PatrickC;1504495 said:


> That's an awesome idea, I have some steel plate thin in the shop gonna make some wings for mine with some conveyor belt on bottom for nice clean push.Thumbs Up


Yes I use a 1/2 thick on the bottom of the wing
You need look at another awesome idea I did that help my sidewalk crew 
It help them get a cleaner walk with one pass and get all the snow from the doors Before had to clean in front the doors then back the ATV up to door so front plow can take rest off the walk


----------



## PatrickC (Jun 9, 2010)

Heck yea ,I'll b spending some time in the shop this weekend with my daughter


----------



## hghgrad (Nov 29, 2010)

Antlerart06;1504600 said:


> Yes I use a 1/2 thick on the bottom of the wing
> You need look at another awesome idea I did that help my sidewalk crew
> It help them get a cleaner walk with one pass and get all the snow from the doors Before had to clean in front the doors then back the ATV up to door so front plow can take rest off the walk


Any detailed pictures you could share of this setup? Looks like it'd work really well in front of my garage.

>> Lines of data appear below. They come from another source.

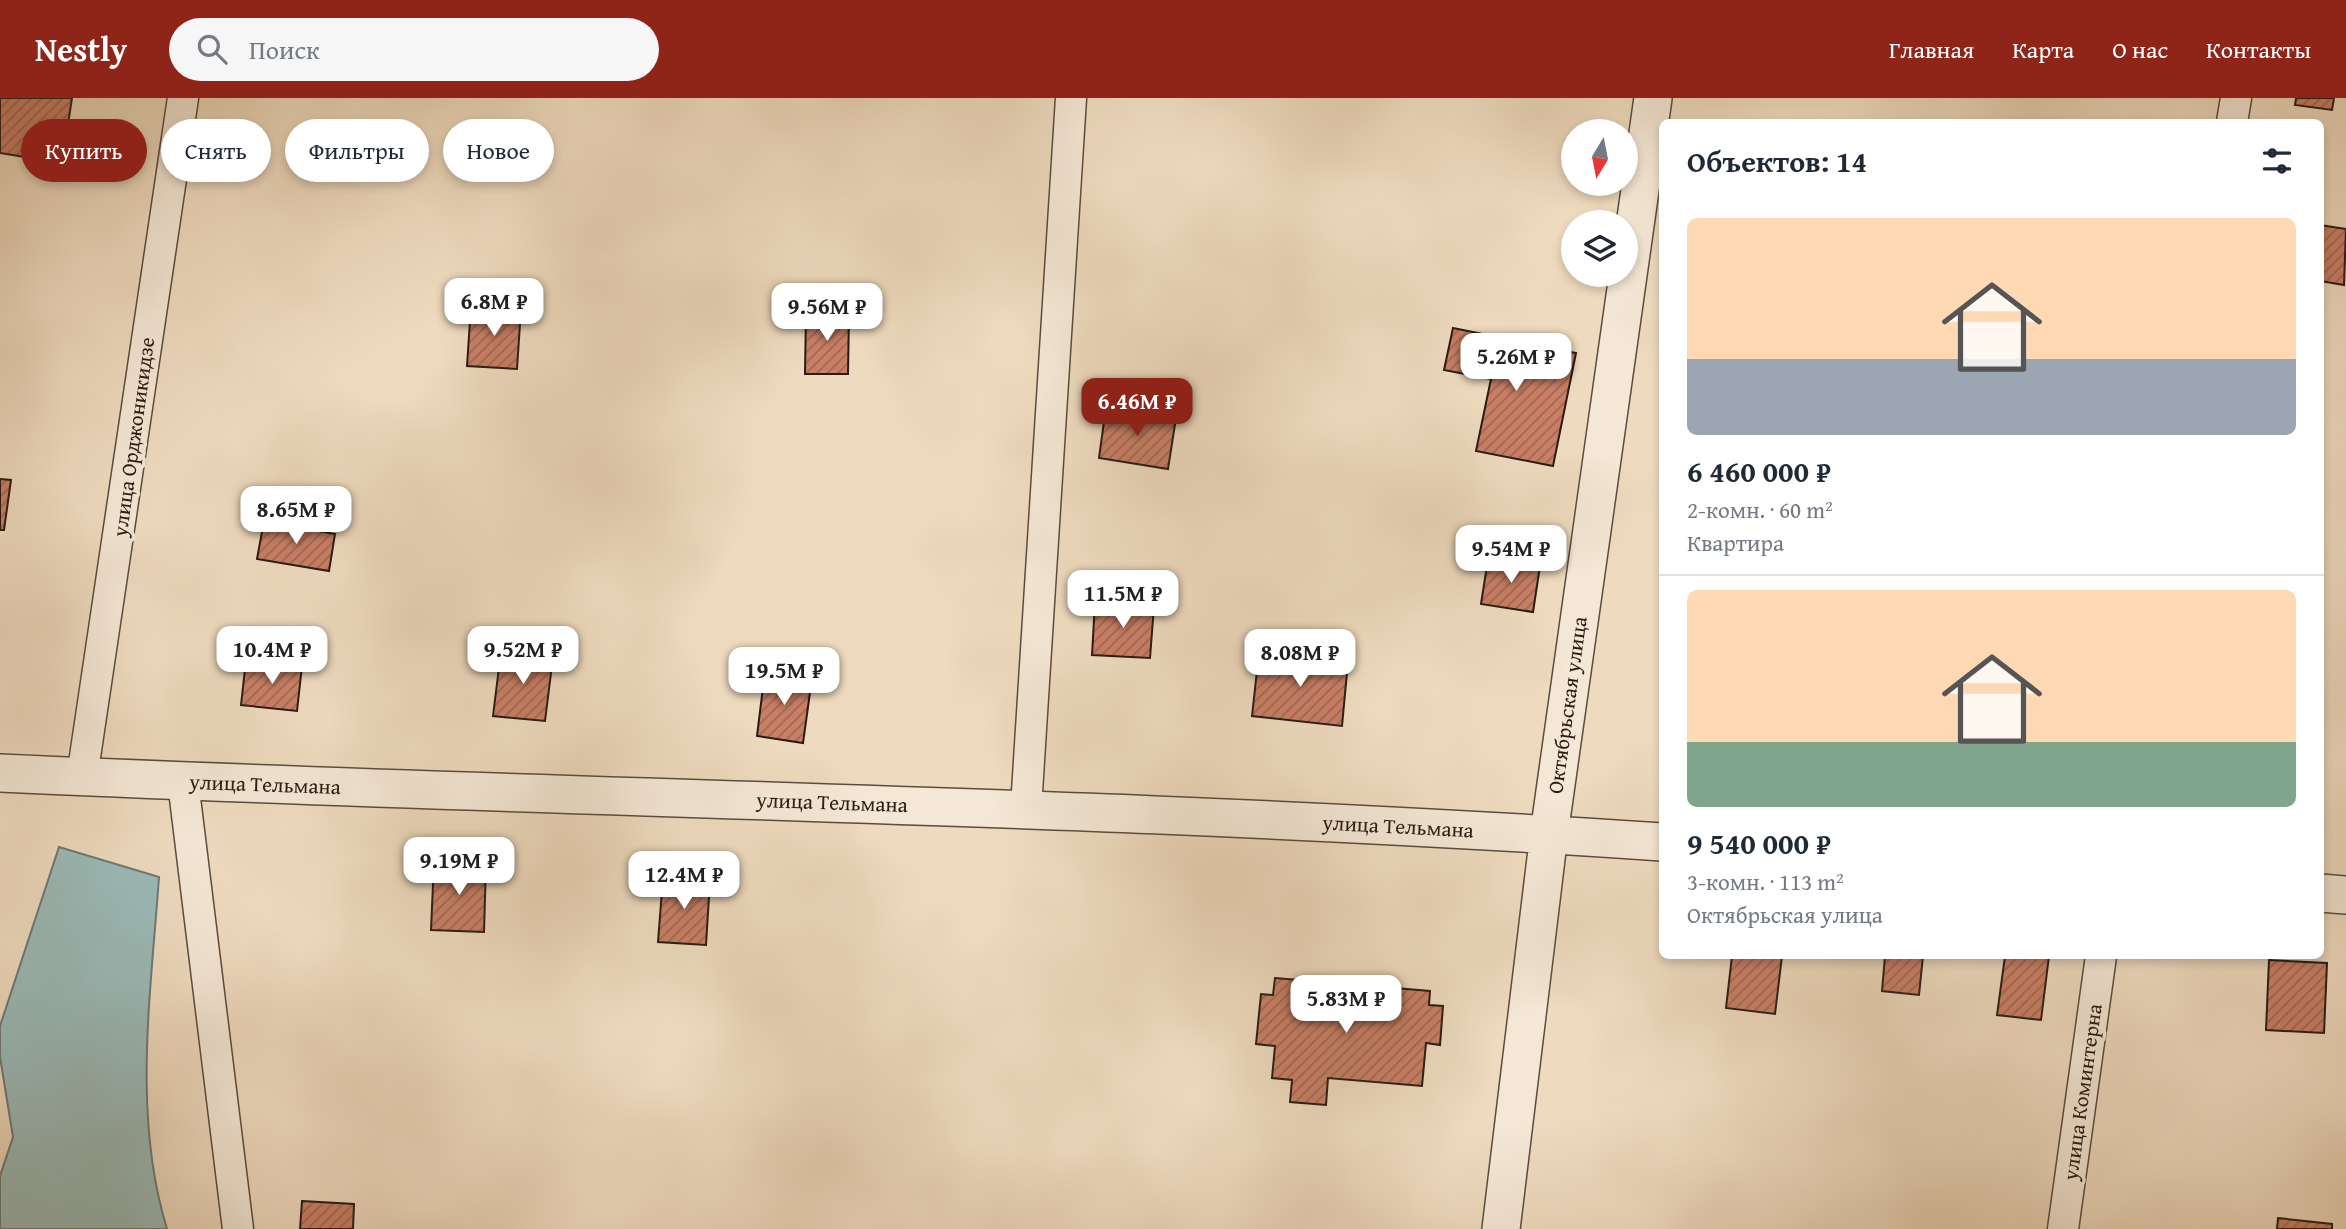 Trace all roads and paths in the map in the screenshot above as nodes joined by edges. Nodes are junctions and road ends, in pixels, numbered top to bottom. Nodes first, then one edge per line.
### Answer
1 (183, 98) edge
2 (1071, 98) edge
3 (1653, 98) edge
4 (2236, 98) edge
5 (2232, 119) edge
6 (0, 773) edge
7 (82, 777) junction
8 (183, 782) junction
9 (1026, 808) junction
10 (1549, 834) junction
11 (1659, 842) edge
12 (2324, 892) edge
13 (2346, 895) edge
14 (2102, 959) edge
15 (238, 1229) edge
16 (1502, 1229) edge
17 (2063, 1229) edge

1 - 7 street, улица Орджоникидзе
2 - 9 street
3 - 10 street, Октябрьская улица
4 - 5 street
6 - 7 street, улица Тельмана
7 - 8 street, улица Тельмана
8 - 9 street, улица Тельмана
8 - 15 street
9 - 10 street, улица Тельмана
10 - 11 street, улица Тельмана
10 - 16 street, Октябрьская улица
12 - 13 street
14 - 17 street, улица Коминтерна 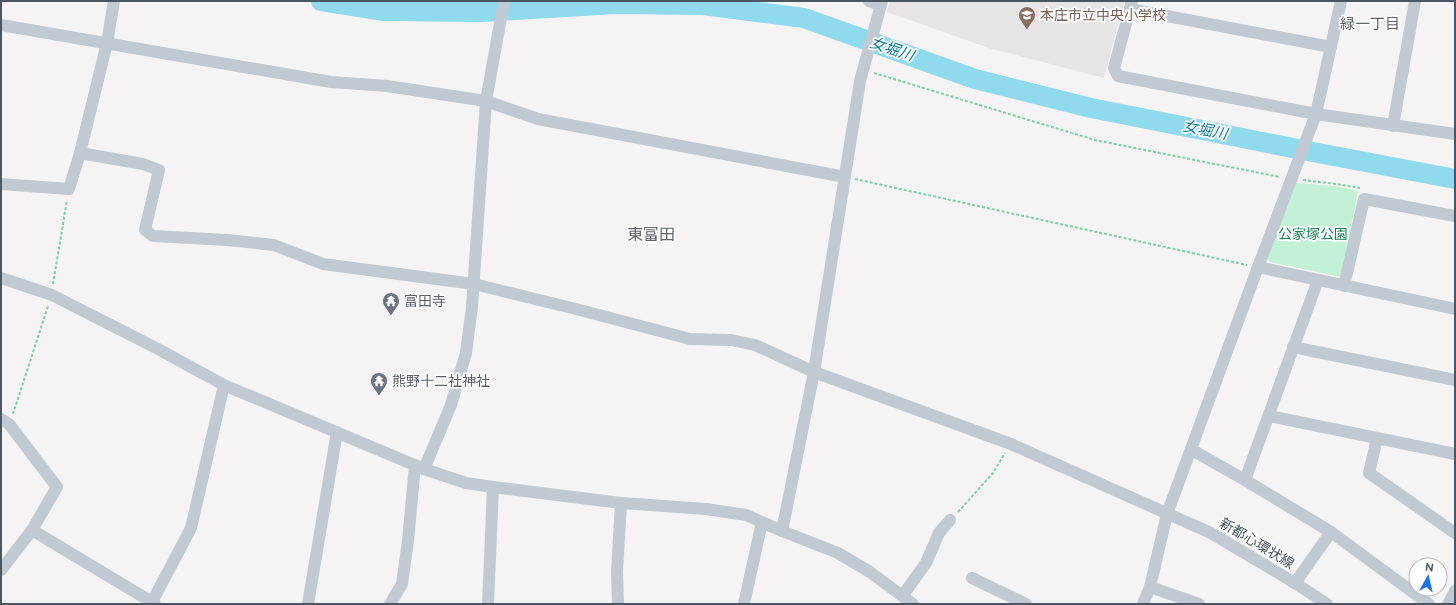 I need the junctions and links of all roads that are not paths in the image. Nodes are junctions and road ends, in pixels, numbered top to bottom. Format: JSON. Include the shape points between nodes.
{"nodes":[{"id":1,"x":114,"y":1,"type":"edge"},
{"id":2,"x":504,"y":1,"type":"edge"},
{"id":3,"x":869,"y":1,"type":"edge"},
{"id":4,"x":1341,"y":1,"type":"edge"},
{"id":5,"x":1415,"y":1,"type":"edge"},
{"id":6,"x":1131,"y":5,"type":"edge"},
{"id":7,"x":880,"y":7,"type":"edge"},
{"id":8,"x":1,"y":25,"type":"edge"},
{"id":9,"x":107,"y":43,"type":"junction"},
{"id":10,"x":1331,"y":47,"type":"junction"},
{"id":11,"x":486,"y":101,"type":"junction"},
{"id":12,"x":1316,"y":114,"type":"junction"},
{"id":13,"x":1393,"y":126,"type":"junction"},
{"id":14,"x":1455,"y":134,"type":"edge"},
{"id":15,"x":80,"y":153,"type":"junction"},
{"id":16,"x":845,"y":176,"type":"junction"},
{"id":17,"x":1,"y":184,"type":"edge"},
{"id":18,"x":1455,"y":216,"type":"edge"},
{"id":19,"x":1258,"y":267,"type":"junction"},
{"id":20,"x":1,"y":278,"type":"edge"},
{"id":21,"x":1318,"y":280,"type":"junction"},
{"id":22,"x":474,"y":284,"type":"junction"},
{"id":23,"x":1344,"y":286,"type":"junction"},
{"id":24,"x":1455,"y":310,"type":"edge"},
{"id":25,"x":1293,"y":348,"type":"junction"},
{"id":26,"x":814,"y":372,"type":"junction"},
{"id":27,"x":1455,"y":380,"type":"edge"},
{"id":28,"x":224,"y":385,"type":"junction"},
{"id":29,"x":1269,"y":416,"type":"junction"},
{"id":30,"x":5,"y":422,"type":"edge"},
{"id":31,"x":337,"y":432,"type":"junction"},
{"id":32,"x":1377,"y":438,"type":"junction"},
{"id":33,"x":1192,"y":450,"type":"junction"},
{"id":34,"x":1455,"y":454,"type":"edge"},
{"id":35,"x":420,"y":467,"type":"junction"},
{"id":36,"x":1245,"y":480,"type":"junction"},
{"id":37,"x":493,"y":487,"type":"junction"},
{"id":38,"x":621,"y":503,"type":"junction"},
{"id":39,"x":1167,"y":514,"type":"junction"},
{"id":40,"x":950,"y":520,"type":"road end"},
{"id":41,"x":762,"y":522,"type":"junction"},
{"id":42,"x":32,"y":530,"type":"junction"},
{"id":43,"x":782,"y":531,"type":"junction"},
{"id":44,"x":1331,"y":532,"type":"junction"},
{"id":45,"x":1455,"y":533,"type":"edge"},
{"id":46,"x":1,"y":570,"type":"edge"},
{"id":47,"x":972,"y":578,"type":"dead end"},
{"id":48,"x":1295,"y":583,"type":"junction"},
{"id":49,"x":1150,"y":587,"type":"junction"},
{"id":50,"x":1455,"y":591,"type":"edge"},
{"id":51,"x":903,"y":596,"type":"junction"},
{"id":52,"x":154,"y":603,"type":"edge"},
{"id":53,"x":308,"y":604,"type":"edge"},
{"id":54,"x":390,"y":604,"type":"edge"},
{"id":55,"x":488,"y":604,"type":"edge"},
{"id":56,"x":618,"y":604,"type":"edge"},
{"id":57,"x":744,"y":604,"type":"edge"},
{"id":58,"x":913,"y":604,"type":"edge"},
{"id":59,"x":1026,"y":604,"type":"edge"},
{"id":60,"x":1143,"y":604,"type":"edge"},
{"id":61,"x":1199,"y":604,"type":"edge"},
{"id":62,"x":1327,"y":604,"type":"edge"},
{"id":63,"x":1430,"y":604,"type":"edge"},
{"id":64,"x":1448,"y":604,"type":"edge"}],
"edges":[{"from":1,"to":9,"type":"street"},
{"from":2,"to":11,"type":"street"},
{"from":3,"to":7,"type":"street"},
{"from":4,"to":10,"type":"street"},
{"from":5,"to":13,"type":"street"},
{"from":6,"to":10,"type":"street"},
{"from":6,"to":12,"type":"street","via":[[1114,68],[1118,76]]},
{"from":7,"to":16,"type":"street","via":[[860,82]]},
{"from":8,"to":9,"type":"street"},
{"from":9,"to":11,"type":"street","via":[[331,82],[387,86]]},
{"from":9,"to":15,"type":"street"},
{"from":10,"to":12,"type":"street"},
{"from":11,"to":16,"type":"street","via":[[538,119]]},
{"from":11,"to":22,"type":"street"},
{"from":12,"to":13,"type":"street"},
{"from":12,"to":19,"type":"street"},
{"from":13,"to":14,"type":"street"},
{"from":15,"to":17,"type":"street","via":[[69,189]]},
{"from":15,"to":22,"type":"street","name":"新都心環状線","via":[[143,164],[159,170],[145,230],[153,236],[274,245],[323,264]]},
{"from":16,"to":26,"type":"street"},
{"from":18,"to":23,"type":"street","via":[[1364,199]]},
{"from":19,"to":21,"type":"street"},
{"from":19,"to":33,"type":"street"},
{"from":20,"to":28,"type":"street","via":[[52,295]]},
{"from":21,"to":23,"type":"street"},
{"from":21,"to":25,"type":"street"},
{"from":22,"to":26,"type":"street","name":"新都心環状線","via":[[690,339],[731,340],[755,345]]},
{"from":22,"to":35,"type":"street","via":[[466,352],[450,405]]},
{"from":23,"to":24,"type":"street"},
{"from":25,"to":27,"type":"street"},
{"from":25,"to":29,"type":"street"},
{"from":26,"to":39,"type":"street","name":"新都心環状線","via":[[1011,444]]},
{"from":26,"to":43,"type":"street"},
{"from":28,"to":31,"type":"street"},
{"from":28,"to":52,"type":"street","via":[[191,528]]},
{"from":29,"to":32,"type":"street"},
{"from":29,"to":36,"type":"street"},
{"from":30,"to":42,"type":"street","via":[[57,487]]},
{"from":31,"to":35,"type":"street"},
{"from":31,"to":53,"type":"street"},
{"from":32,"to":34,"type":"street"},
{"from":32,"to":45,"type":"street","via":[[1370,473]]},
{"from":33,"to":36,"type":"street"},
{"from":33,"to":39,"type":"street"},
{"from":35,"to":37,"type":"street","via":[[466,483]]},
{"from":35,"to":54,"type":"street","via":[[402,584]]},
{"from":36,"to":44,"type":"street"},
{"from":37,"to":38,"type":"street"},
{"from":37,"to":55,"type":"street"},
{"from":38,"to":41,"type":"street","via":[[731,512]]},
{"from":38,"to":56,"type":"street"},
{"from":39,"to":48,"type":"street","name":"新都心環状線","via":[[1211,532]]},
{"from":39,"to":49,"type":"street"},
{"from":40,"to":51,"type":"street","via":[[938,533],[926,563]]},
{"from":41,"to":43,"type":"street"},
{"from":41,"to":57,"type":"street"},
{"from":42,"to":46,"type":"street"},
{"from":42,"to":52,"type":"street"},
{"from":43,"to":51,"type":"street","via":[[838,553]]},
{"from":44,"to":48,"type":"street"},
{"from":44,"to":63,"type":"street"},
{"from":47,"to":59,"type":"street"},
{"from":48,"to":62,"type":"street","name":"新都心環状線"},
{"from":49,"to":60,"type":"street"},
{"from":49,"to":61,"type":"street"},
{"from":50,"to":64,"type":"street"},
{"from":51,"to":58,"type":"street"}]}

Congrats on the purchase. It's a great feeling to fire up the quad and ride while you watch the neighbors shoveling . I do a few driveways for the people I like. I watch the ones I don't like, all while sitting on my machine with the grip warmers turned on


----------



## Antlerart06 (Feb 28, 2011)

hghgrad;1505322 said:


> Any detailed pictures you could share of this setup? Looks like it'd work really well in front of my garage.


 O yes works well I made 3 getting ready makethe 4th one Sorry cant give much details
Soon going start on a new design I came up with

My first design required a Atv 3 point hitch and those arent cheap My new design wont need one


----------



## mercer_me (Sep 13, 2008)

Plow More;1504578 said:


> You think that kitty cat is fun, just wait till you get on a polaris or can-am!


My Dad has a Can-Am 400 and has had A LOT of problems with it. I haven't had any problems (besides normal things) with my 2004 Arctic Cat 500 4x4 automatic.



PatrickC;1504588 said:


> I just looked at a RZR I think that's what it was and a couple Can-Ams it blows me away as I have a mechanical background how much these machines are advanced in pure utility and capability and you just know sitting on or in one that it is all business but a pleasure to put through its paces.


I have two cousins with RZR 800s and they are very impressive. I'm pretty sure my next ATV/UTV will be a RZR with a cab and heat.


----------